L’altra delle quali torna a punzecchiare un suo dilettevole bersaglio, Rosy Bindi (vedi eroismo del barzellettiere!): Durante una serata danzante un cavaliere va dalla ragazza scelta per ballare: lei si presenta con il nome di un fiore al femminile, l’uomo risponde con il nome del fiore al maschile e si balla. Quindi un uomo si avvicina a una ragazza, “Margherita”. E lui “Margherito”. Poi un altro si avvicina a un’altra ragazza, “Rosa” e lui “Roso”/ Un altro va verso Rosy Bindi, un po’ coperta nell’ombra, lei dice “Orchidea” e si tira in avanti, lui la guarda e dice “Orcodio” (ma La Stampa, da cui, trascriviamo, vela la bestemmia sotto tre puntini). Reazione (un po’ sprecona!) della Bindi: il Premier deve “chiedere scusa a tutti i credenti di questo Paese, alla Chiesa e alla stampa cattolica”. La quale non se lo fa dire, e attacca l’incauto sfottente: Famiglia cristiana, dal suo sito, è la più colorita: “Dal Cavaliere arriva uno dei più chiari esempi di quel ‘cristianesimo alla carta’ o ‘cristianesimo usa e getta’”. E, cristianamente, smaschera lo spudorato: un politico “intriso di sentimenti cattolici quando si tratta di chiedere voti, ma sostanzialmente estraneo al sentire cattolico in ogni altro momento”. Ma la molto apostolica ministra Gelmini garantisce: “Il Pdl è il partito più sensibile ai valori cattolici”.

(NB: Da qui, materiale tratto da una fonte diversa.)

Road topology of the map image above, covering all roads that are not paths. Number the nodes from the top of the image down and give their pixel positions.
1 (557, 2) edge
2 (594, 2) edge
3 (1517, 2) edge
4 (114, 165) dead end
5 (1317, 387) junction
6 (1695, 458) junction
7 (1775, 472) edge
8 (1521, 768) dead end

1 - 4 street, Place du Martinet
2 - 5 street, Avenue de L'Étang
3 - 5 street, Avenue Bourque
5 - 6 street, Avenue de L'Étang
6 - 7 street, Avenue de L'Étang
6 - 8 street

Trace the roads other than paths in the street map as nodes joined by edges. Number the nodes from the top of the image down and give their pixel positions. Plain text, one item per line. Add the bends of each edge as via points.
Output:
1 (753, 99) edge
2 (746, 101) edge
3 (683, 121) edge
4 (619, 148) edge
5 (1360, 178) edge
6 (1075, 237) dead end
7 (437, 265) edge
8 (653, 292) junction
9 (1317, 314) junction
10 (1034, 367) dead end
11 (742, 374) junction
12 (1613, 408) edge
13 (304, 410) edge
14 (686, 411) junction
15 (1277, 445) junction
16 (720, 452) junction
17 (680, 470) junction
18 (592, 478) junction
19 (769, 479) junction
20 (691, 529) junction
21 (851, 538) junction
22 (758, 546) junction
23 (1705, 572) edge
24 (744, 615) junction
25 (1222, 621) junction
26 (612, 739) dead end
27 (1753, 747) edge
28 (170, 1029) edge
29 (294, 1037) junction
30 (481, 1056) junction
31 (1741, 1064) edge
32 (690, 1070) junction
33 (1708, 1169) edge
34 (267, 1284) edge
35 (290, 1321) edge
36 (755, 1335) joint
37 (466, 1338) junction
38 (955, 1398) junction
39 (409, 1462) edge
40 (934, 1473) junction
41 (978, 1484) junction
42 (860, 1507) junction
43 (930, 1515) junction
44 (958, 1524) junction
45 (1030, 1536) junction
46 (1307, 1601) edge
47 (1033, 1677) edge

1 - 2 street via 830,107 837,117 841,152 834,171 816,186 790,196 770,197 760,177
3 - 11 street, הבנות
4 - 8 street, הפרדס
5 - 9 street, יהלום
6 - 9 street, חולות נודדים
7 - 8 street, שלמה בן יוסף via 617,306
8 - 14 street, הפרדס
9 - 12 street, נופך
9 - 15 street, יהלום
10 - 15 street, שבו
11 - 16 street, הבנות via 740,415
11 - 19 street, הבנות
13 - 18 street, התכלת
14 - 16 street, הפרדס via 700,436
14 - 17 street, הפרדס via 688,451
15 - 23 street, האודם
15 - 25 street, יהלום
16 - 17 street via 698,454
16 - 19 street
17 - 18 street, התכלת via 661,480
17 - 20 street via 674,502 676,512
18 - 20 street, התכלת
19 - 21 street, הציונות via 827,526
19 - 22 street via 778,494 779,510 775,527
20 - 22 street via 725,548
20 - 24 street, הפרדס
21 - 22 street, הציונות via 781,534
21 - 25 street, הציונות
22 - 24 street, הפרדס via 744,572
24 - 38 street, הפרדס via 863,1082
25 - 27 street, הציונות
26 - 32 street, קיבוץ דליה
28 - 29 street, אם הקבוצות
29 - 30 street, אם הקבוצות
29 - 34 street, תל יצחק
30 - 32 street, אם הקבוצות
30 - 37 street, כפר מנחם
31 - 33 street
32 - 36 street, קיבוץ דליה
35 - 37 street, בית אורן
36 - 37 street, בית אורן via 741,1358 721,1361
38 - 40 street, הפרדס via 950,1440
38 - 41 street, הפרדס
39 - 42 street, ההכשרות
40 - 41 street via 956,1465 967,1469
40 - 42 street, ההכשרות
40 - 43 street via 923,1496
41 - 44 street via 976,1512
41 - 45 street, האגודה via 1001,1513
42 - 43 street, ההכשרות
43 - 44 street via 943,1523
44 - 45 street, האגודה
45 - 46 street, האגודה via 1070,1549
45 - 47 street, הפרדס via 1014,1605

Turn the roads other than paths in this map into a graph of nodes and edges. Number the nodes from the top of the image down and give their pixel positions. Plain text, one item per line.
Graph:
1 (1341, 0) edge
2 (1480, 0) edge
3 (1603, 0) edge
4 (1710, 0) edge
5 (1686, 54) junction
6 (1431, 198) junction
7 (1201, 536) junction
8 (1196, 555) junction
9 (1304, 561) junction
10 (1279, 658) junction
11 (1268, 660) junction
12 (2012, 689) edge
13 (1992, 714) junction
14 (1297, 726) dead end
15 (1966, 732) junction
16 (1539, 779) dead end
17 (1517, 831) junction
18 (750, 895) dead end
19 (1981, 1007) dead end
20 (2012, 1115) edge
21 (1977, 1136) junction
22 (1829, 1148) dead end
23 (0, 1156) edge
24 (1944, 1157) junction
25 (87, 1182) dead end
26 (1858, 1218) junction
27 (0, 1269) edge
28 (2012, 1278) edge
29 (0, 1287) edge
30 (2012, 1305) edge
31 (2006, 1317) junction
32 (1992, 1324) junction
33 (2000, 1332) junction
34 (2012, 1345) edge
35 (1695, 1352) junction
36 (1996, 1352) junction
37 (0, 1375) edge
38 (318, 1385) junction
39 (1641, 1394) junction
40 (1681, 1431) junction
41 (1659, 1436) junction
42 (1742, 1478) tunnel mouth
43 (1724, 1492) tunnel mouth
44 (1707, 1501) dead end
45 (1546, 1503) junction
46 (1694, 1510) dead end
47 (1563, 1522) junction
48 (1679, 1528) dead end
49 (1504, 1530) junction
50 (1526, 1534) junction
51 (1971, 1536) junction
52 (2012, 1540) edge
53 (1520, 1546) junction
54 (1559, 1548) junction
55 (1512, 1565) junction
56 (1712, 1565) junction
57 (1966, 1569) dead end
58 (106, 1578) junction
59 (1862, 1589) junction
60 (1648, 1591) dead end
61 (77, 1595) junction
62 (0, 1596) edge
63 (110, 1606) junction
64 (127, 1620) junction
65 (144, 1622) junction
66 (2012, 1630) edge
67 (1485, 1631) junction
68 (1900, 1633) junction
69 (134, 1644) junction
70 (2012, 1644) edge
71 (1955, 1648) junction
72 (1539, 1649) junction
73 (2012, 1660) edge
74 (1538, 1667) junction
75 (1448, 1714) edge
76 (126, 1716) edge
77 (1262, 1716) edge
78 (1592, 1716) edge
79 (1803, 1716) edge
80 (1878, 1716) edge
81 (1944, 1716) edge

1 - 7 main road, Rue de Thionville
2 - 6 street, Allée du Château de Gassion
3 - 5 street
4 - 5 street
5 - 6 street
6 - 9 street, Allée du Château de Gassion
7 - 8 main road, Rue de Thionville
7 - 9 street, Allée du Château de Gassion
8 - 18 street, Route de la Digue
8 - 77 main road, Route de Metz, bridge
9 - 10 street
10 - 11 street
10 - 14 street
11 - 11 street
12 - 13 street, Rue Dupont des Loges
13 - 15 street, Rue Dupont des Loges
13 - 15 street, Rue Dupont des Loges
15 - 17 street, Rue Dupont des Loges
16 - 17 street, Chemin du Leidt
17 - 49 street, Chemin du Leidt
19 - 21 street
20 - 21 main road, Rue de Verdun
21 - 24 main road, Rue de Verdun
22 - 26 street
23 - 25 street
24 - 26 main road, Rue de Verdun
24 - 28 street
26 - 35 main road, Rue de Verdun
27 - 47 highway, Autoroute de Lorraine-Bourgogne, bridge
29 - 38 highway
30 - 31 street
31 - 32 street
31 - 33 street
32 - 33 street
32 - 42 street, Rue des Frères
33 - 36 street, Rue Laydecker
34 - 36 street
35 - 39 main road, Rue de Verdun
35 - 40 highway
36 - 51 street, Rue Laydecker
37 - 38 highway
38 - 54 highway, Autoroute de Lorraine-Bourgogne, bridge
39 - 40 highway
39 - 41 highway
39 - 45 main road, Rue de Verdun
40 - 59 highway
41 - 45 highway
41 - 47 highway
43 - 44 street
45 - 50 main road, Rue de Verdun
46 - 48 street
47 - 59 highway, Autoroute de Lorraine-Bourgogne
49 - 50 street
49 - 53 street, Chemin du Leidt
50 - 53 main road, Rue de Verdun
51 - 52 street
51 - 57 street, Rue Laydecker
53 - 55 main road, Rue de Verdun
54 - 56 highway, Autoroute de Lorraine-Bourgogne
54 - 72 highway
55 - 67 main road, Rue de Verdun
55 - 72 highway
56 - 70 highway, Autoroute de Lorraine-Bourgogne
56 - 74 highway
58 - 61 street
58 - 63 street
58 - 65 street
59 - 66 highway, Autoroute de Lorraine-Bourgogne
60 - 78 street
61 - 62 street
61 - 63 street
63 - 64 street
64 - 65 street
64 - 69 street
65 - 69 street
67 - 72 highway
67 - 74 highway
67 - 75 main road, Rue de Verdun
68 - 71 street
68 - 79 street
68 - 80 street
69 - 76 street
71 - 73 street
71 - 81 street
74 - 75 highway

Postilla. A leggere le reazioni si godono meglio le barzellette incaute. Questo “sentire cattolico”, per esempio, mi fa ricordare l’accoglienza festosa di Benedetto XVI all’incontro con Berlusconi a ridosso degli scandali delle escort e contesto. “Oh Presidente, che gioia!”. Il ricordo vuol dire: niente paura, in partibus infidelium, il voto cattolico non mancherà alle prossime elezioni. Il Paperon dei paperoni sa bene come (e quanto) farsi perdonare dalla santa madre Chiesa: questione di borsa e sborsamenti. Tutto qui. Quanto alla verità effettuale del “sentire cattolico”, basti ricordare le pesanti offese rivolte al premio Nobel Sagrafedo in occasione della sua morte per misurare quella sensibilità evangelica. Insomma, è un po’ barzelletta anche il “sentire cattolico”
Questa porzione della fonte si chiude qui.